No Brasil um trabalhador negro recebe em média R$ 262 enquanto um branco recebe R$ 573 para o mesmo tipo de trabalho. Uma trabalhadora negra recebe em média 60% menos que um trabalhador branco. 69% dos miseráveis brasileiros (abaixo da linha de pobreza) são negros e 64% dos pobres também. Os negros no Brasil ocupam apenas 1,8% das vagas nas universidades. Em cada 4 mortes na periferia, 3 são negros. Os negros ocupam apenas 1% dos postos estratégicos do mercado de trabalho.
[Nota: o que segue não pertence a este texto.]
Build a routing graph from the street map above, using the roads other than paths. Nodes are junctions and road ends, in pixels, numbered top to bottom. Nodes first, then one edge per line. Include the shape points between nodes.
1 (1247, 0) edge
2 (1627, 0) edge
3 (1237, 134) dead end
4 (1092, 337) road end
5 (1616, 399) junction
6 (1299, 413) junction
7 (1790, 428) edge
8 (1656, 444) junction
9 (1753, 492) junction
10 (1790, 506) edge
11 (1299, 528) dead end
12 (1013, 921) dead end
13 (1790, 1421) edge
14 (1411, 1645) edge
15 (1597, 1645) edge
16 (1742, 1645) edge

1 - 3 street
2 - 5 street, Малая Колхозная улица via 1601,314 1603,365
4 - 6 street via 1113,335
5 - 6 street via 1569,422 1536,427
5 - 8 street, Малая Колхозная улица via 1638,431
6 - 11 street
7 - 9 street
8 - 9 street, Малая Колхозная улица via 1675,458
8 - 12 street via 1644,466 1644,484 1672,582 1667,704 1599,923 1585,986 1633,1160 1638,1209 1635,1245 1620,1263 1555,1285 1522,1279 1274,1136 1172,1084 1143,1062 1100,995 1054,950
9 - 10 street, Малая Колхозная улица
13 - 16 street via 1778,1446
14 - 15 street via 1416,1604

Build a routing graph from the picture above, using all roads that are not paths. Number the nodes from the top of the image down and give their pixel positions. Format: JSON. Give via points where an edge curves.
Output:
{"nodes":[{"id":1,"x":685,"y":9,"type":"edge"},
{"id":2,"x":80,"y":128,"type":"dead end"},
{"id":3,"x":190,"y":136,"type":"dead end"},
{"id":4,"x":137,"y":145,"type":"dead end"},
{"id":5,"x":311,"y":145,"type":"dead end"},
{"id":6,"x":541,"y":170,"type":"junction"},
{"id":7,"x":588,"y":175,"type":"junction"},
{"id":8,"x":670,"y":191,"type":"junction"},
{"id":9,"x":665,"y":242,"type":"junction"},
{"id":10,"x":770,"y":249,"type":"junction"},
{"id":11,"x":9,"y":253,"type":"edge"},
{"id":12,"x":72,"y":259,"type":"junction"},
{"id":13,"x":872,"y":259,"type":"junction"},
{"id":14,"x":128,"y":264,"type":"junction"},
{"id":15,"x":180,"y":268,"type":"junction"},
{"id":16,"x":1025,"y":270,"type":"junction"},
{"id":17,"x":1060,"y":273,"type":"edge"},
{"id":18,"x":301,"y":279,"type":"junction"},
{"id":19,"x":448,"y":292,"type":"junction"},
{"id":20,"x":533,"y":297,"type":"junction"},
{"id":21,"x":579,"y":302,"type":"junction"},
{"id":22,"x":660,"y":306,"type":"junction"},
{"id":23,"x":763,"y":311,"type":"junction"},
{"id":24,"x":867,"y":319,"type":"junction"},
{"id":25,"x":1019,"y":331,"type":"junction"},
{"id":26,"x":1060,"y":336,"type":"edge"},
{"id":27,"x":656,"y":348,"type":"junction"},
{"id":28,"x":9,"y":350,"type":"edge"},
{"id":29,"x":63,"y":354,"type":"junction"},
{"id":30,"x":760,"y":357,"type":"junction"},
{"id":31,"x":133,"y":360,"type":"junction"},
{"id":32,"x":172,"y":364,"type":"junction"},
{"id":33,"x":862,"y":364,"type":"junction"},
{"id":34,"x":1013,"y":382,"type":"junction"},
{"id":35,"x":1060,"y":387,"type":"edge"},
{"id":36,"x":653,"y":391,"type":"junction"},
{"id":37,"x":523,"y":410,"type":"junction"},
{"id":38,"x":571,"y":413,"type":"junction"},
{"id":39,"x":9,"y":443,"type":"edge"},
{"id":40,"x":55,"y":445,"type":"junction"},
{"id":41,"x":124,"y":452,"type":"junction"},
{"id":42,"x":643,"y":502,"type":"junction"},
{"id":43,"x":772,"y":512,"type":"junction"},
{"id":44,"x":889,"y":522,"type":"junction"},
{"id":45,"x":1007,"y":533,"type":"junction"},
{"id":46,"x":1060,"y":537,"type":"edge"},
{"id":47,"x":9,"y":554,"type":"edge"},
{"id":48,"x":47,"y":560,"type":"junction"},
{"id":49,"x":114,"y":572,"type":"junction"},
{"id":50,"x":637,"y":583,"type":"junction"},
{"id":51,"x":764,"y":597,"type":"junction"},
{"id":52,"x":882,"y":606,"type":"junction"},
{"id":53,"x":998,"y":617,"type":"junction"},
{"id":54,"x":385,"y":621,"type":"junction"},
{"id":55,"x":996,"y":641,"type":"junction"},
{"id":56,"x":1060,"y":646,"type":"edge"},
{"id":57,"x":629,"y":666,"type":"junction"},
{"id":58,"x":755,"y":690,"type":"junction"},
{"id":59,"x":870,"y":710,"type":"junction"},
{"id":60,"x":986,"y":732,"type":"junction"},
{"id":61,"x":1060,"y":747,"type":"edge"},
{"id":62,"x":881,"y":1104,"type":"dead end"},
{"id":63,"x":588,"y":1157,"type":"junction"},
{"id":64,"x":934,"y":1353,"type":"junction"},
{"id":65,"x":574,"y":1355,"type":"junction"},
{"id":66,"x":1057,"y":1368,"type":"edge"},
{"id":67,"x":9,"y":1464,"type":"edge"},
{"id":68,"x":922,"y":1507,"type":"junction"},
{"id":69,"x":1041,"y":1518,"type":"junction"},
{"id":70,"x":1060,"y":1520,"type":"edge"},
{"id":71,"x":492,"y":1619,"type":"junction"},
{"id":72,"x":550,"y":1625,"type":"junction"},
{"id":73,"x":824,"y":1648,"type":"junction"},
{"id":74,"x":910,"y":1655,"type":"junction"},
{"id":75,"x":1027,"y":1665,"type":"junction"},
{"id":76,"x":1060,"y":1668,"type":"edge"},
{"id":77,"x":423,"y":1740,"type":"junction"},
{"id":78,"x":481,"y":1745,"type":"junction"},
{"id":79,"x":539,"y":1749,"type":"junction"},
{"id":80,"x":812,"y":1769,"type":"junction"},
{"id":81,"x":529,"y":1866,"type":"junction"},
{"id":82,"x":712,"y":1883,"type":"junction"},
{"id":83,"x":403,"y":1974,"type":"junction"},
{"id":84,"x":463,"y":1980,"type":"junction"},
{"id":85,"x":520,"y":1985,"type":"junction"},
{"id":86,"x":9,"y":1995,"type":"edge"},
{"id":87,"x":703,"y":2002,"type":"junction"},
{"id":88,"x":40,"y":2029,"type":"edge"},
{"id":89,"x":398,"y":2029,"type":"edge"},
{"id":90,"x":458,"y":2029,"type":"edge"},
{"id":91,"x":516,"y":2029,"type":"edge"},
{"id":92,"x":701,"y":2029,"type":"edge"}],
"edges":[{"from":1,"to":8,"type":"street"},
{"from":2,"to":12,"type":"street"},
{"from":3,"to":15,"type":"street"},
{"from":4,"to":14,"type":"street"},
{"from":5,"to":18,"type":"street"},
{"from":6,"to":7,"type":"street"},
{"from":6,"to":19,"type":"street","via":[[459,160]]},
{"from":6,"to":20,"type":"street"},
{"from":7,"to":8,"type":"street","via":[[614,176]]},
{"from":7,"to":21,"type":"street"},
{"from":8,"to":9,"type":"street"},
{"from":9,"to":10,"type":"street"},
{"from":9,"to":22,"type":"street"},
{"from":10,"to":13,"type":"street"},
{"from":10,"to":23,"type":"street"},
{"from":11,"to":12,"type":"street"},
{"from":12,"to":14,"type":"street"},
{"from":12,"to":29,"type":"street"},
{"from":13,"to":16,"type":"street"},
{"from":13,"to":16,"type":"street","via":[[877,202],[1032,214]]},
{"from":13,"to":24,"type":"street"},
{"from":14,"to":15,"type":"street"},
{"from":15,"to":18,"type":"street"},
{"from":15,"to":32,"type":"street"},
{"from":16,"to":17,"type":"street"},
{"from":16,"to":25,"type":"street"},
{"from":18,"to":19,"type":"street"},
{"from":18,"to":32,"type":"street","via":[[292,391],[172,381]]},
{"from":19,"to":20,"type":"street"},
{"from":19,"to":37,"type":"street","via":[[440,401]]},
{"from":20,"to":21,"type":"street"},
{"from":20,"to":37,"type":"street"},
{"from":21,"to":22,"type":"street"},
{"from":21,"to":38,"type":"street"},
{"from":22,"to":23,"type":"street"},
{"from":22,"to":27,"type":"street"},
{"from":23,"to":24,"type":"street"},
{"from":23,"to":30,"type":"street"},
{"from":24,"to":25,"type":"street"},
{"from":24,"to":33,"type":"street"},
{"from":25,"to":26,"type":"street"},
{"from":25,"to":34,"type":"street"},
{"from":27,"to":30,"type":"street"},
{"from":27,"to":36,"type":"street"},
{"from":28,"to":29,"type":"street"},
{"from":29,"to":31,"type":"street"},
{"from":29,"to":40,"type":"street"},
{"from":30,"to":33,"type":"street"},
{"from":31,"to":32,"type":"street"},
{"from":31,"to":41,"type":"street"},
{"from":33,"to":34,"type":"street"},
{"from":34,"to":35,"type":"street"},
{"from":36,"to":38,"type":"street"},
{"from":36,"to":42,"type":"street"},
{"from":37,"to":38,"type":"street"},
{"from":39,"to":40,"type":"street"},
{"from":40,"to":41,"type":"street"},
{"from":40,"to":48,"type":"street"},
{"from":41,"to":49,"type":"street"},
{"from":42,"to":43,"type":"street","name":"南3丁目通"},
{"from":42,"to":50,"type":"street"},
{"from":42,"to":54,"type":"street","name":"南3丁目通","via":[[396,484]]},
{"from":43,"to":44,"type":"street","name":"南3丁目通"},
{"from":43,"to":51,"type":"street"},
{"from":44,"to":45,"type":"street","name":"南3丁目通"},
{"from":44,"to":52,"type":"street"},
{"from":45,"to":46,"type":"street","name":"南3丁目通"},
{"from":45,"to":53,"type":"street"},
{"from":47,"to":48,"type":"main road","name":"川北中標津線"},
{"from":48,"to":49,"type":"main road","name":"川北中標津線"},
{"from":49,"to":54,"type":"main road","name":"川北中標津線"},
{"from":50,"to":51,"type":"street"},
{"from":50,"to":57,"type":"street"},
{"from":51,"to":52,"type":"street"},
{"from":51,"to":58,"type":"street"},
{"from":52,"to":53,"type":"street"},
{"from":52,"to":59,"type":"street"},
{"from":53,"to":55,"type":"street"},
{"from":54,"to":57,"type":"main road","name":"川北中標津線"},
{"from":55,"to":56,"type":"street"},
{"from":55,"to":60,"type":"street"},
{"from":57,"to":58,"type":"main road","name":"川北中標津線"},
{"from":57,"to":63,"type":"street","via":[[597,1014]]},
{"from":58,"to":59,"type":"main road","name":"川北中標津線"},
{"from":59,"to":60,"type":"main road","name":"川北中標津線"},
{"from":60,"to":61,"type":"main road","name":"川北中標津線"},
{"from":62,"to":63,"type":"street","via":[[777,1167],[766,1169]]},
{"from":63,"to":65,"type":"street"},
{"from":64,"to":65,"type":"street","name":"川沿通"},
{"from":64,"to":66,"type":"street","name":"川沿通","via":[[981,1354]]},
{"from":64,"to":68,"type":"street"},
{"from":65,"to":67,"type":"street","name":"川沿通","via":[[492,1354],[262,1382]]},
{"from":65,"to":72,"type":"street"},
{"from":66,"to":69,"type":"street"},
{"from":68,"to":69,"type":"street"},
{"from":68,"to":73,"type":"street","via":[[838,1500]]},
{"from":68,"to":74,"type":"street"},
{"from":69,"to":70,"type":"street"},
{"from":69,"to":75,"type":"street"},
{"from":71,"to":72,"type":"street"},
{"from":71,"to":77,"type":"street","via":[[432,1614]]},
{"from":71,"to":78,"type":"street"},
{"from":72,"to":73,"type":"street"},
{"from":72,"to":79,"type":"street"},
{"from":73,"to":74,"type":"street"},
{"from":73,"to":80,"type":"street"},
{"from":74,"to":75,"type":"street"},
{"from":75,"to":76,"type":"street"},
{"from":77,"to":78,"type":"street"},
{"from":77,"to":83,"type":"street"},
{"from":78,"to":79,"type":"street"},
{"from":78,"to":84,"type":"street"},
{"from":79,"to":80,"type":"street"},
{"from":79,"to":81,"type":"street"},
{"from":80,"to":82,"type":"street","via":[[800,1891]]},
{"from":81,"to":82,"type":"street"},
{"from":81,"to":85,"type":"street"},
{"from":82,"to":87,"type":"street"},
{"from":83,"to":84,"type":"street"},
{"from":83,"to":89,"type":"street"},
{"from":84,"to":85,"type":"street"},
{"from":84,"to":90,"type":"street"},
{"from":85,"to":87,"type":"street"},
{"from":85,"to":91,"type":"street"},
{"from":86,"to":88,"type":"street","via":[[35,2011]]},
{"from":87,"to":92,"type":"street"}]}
O número de negros que deixa a escola no Brasil, por conta das péssimas condições de vida e por ter que se jogar no mercado de trabalho mais cedo, é 21% acima da média.
Esta realidade só vai mudar quando a sociedade reconhecer as limitações impostas pela cor da pele e deixar de acreditar que existem diferenças entre brancos e negros e que certas posições jamais poderão ser exercidas por negros. Precisamos reconhecer que o mito da democracia racial impediu o Brasil de resolver grande parte da sua tragédia social (miséria, desemprego, violência, etc). Precisamos acreditar que o caminho para sanar os malefícios provocados pela desigualdade racial no Brasil deve ter sua base na educação e trabalho.
A reserva de vagas na universidade, enquanto ação afirmativa, é uma medida concreta que propiciará reparação das perdas acumuladas no longo processo histórico de exclusão estrutural brasileiro, viabilizando o acesso à educação e consequentemente ao mercado de trabalho para uma parcela significativa da sociedade que, inquestionavelmente, contribuiu e contribui para construção da riqueza nacional. Somos, enfim, por uma sociedade mais fraterna e igualitária, com a qual sonham todos os brasileiros, negros e não negros.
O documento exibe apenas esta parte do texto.